The coming year "is looking like it's gonna be pretty rough," Rob Desai, an analyst at Edward Jones in St. Louis who rates the shares a buy and owns none, said in a phone interview.
"With the potential for this to last some time, it's in the best interest of the company to attack it aggressively."
Schlumberger sees an opportunity to increase its market share after two rivals, Baker Hughes Inc. and Halliburton Co, agreed to merge last year in a US$34.6 billion deal. Chief Executive Officer Paal Kibsgaard told investors on a Friday conference call the company would pursue "other opportunities we have on our list" if the drop in commodity prices makes bigger acquisitions more attractive.
The stock, which has 35 buy and nine hold recommendations from analysts, gained 3.5 per cent to US$79.33 at 9:51am in New York, the biggest increase in four weeks. The company boosted its quarterly dividend 25 per cent.
"In this uncertain environment, we continue to focus on what we can control," Mr Kibsgaard said in the statement. "We have already taken a number of actions to restructure and resize our organization."
The company, which had doubled its workforce in the past 10 years, took a US$1.77 billion one-time charge associated with the job cuts and restructuring of its seismic unit as well as the devaluation of Venezuela's currency and a lower value for production assets it owns in Texas. Net income for the fourth quarter dropped to US$302 million, or 23 cents a share, from US$1.66 billion, or US$1.26, a year earlier.
"Our market share has been limited by glass ceilings," Mr Kibsgaard said. "This glass ceiling has been put in place by customers to make sure that there is enough work to make a third player viable. If the other two players were to combine into one, then I think this glass ceiling can easily be broken."

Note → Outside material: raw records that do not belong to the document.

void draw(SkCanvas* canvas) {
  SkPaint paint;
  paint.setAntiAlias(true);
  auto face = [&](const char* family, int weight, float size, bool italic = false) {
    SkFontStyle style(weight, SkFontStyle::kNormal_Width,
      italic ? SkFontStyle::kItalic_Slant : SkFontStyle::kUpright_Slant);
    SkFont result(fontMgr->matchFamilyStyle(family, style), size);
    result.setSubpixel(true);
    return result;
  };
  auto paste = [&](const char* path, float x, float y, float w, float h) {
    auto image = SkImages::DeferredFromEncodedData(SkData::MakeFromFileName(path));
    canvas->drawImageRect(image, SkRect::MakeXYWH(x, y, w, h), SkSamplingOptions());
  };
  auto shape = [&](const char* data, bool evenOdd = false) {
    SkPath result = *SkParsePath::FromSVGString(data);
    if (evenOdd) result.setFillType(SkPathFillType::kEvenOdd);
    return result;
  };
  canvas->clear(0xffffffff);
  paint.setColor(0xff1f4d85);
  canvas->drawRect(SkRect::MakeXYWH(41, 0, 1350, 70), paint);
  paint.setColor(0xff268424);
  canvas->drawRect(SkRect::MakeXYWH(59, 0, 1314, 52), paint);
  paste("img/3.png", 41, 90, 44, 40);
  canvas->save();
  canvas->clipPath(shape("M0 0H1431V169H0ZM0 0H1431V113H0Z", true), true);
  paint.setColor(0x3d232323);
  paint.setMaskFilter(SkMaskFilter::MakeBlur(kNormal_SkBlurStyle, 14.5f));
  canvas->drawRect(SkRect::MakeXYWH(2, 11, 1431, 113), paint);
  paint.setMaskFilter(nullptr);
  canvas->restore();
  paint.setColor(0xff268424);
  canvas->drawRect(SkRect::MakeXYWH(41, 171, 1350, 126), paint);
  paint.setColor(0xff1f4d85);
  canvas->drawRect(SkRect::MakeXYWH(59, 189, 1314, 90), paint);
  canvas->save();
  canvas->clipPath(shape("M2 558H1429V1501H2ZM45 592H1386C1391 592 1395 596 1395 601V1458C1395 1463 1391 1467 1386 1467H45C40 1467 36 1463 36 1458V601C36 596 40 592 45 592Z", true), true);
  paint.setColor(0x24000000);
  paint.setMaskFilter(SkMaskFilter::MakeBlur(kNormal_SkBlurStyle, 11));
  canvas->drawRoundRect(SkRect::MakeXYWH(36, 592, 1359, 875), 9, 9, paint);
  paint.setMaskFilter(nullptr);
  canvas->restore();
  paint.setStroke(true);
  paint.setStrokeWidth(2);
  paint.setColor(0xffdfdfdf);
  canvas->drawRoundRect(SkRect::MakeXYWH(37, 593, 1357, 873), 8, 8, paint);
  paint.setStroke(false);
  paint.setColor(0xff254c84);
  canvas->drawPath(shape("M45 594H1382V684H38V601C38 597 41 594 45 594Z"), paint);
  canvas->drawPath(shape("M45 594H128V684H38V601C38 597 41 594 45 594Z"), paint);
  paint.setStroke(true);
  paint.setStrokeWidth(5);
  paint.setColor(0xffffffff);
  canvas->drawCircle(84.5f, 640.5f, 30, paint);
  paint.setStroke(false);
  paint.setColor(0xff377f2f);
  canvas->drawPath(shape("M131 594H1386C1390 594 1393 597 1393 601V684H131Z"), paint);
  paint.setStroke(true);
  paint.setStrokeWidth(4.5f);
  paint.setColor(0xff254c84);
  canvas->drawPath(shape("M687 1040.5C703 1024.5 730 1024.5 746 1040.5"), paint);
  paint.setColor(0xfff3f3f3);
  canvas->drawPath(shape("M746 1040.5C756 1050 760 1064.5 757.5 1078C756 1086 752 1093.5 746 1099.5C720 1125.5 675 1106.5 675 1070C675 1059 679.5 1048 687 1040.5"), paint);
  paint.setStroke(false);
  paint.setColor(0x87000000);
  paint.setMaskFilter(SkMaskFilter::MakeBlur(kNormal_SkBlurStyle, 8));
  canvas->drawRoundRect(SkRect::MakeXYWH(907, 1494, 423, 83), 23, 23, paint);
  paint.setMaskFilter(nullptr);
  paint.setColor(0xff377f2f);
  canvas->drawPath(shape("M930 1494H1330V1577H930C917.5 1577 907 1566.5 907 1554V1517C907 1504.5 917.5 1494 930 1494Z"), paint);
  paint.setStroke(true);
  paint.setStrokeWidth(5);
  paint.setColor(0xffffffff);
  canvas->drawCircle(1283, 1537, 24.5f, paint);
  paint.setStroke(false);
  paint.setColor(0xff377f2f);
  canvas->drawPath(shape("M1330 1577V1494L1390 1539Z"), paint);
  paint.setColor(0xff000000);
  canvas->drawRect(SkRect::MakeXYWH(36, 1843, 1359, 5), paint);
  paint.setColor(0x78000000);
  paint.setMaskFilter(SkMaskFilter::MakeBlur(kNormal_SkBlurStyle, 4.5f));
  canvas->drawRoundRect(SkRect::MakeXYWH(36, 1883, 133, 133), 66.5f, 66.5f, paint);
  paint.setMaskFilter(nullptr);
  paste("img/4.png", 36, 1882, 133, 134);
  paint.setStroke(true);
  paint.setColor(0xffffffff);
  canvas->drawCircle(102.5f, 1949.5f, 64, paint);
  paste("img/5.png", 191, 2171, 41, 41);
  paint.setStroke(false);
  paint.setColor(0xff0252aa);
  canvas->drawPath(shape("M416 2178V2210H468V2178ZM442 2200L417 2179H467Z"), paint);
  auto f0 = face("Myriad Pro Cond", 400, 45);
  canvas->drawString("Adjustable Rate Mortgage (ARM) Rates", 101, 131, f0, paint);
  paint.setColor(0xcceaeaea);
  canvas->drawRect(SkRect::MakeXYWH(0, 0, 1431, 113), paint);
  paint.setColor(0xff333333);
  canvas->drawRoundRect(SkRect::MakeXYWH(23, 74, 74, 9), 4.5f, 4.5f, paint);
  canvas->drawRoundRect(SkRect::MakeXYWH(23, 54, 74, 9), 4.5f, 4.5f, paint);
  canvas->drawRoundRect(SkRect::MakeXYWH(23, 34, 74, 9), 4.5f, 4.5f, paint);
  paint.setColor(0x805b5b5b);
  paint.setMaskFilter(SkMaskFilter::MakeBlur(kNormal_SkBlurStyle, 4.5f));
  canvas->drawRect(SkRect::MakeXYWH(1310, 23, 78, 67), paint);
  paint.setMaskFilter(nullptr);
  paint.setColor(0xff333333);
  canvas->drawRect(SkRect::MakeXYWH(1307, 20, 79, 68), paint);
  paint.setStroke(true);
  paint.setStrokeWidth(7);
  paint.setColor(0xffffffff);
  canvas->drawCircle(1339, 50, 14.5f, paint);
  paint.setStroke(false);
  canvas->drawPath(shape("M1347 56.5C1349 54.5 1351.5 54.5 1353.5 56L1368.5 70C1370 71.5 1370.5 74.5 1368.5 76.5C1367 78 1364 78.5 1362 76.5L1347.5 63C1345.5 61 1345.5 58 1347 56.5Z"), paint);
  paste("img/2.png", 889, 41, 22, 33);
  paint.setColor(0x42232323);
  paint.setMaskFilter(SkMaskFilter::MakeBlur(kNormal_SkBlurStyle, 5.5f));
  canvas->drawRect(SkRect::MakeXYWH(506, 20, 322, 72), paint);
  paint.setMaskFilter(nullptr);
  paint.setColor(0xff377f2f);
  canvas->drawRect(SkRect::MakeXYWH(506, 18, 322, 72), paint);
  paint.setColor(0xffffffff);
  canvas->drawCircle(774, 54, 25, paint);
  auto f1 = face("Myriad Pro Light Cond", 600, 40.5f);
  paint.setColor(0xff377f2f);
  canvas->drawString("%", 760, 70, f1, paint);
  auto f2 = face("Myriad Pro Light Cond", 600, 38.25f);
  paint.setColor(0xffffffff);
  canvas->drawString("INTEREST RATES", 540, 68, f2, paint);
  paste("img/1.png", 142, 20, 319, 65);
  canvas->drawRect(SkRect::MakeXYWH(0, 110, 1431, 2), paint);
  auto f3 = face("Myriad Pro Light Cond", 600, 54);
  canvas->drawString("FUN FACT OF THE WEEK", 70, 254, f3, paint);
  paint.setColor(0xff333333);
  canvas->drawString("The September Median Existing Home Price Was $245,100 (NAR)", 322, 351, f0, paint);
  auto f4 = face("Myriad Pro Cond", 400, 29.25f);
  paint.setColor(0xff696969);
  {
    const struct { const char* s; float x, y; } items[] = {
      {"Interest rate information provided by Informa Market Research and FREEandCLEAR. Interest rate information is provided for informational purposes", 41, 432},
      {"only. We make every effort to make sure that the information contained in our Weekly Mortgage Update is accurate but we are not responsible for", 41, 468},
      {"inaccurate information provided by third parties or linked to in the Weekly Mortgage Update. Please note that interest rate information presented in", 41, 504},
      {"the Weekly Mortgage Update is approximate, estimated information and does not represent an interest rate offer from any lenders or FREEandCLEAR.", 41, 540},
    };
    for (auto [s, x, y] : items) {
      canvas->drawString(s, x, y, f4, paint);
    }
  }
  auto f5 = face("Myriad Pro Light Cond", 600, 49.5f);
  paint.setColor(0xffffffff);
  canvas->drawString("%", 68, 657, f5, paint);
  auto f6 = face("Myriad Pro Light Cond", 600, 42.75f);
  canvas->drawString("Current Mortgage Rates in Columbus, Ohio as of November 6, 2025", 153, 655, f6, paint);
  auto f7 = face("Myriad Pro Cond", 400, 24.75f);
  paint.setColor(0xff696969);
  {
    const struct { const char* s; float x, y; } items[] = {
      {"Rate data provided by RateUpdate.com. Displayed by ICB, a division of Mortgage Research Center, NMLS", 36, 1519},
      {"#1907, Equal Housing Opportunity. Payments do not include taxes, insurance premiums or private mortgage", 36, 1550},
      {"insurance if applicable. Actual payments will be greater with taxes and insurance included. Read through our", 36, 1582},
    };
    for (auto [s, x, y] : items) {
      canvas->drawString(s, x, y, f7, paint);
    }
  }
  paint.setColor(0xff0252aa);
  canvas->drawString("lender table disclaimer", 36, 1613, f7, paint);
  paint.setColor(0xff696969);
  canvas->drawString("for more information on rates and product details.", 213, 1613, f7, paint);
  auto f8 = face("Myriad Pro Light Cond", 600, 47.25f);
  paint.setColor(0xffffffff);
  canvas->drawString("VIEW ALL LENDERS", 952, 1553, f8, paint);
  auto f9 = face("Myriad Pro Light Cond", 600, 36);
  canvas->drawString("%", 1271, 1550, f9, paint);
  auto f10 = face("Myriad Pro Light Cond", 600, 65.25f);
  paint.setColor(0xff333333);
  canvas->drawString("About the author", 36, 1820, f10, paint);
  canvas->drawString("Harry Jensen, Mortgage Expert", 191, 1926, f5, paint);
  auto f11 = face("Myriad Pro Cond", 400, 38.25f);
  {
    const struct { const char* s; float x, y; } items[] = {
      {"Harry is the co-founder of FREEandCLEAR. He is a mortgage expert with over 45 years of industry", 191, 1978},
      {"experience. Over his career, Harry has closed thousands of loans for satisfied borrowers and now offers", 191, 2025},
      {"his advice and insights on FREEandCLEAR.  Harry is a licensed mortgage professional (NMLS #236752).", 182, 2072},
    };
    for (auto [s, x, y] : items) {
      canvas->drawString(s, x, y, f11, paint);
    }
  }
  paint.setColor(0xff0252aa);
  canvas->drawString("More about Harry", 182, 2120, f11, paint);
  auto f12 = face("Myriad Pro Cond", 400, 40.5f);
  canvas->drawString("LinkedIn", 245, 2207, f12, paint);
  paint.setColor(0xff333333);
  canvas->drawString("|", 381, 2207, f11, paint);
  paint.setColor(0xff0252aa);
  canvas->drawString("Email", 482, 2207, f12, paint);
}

Shares in oilfield-services companies, which help customers find and produce oil and natural gas, were the first to fall as crude prices declined. Service companies in the Standard & Poor's Index dropped 20 per cent in the fourth quarter, more than the 18 per cent decline for producers.
Exploration and production spending globally is expected to drop 17 per cent to US$571 billion, Jim Crandell, an analyst at Cowen, wrote in a Jan 7 research note. Schlumberger has the smallest exposure to North America compared with peers, generating a dollar of sales in the region for every US$3 globally.
With oil prices failing to stabilize, some producers are waiting to announce plans for 2015, making first-quarter earnings estimates for Schlumberger "still a bit of a guess," said Stephen Gengaro, an analyst at Sterne Agee & Leach Inc in New York who rates the company a buy and doesn't own the shares.
Less than half of the 150 oil and gas companies it monitors have reported spending plans for the year, Norman MacDonald, a portfolio manager for Invesco Ltd, said in an interview. MacDonald, who manages the US$990 million Invesco Energy Fund, said he's never seen this many companies wait so long to announce their budgets.
Excluding one-time items, Schlumberger earned US$1.50 a share in the fourth quarter, beating the average of 34 analysts' estimates compiled by Bloomberg. Sales fell short of estimates.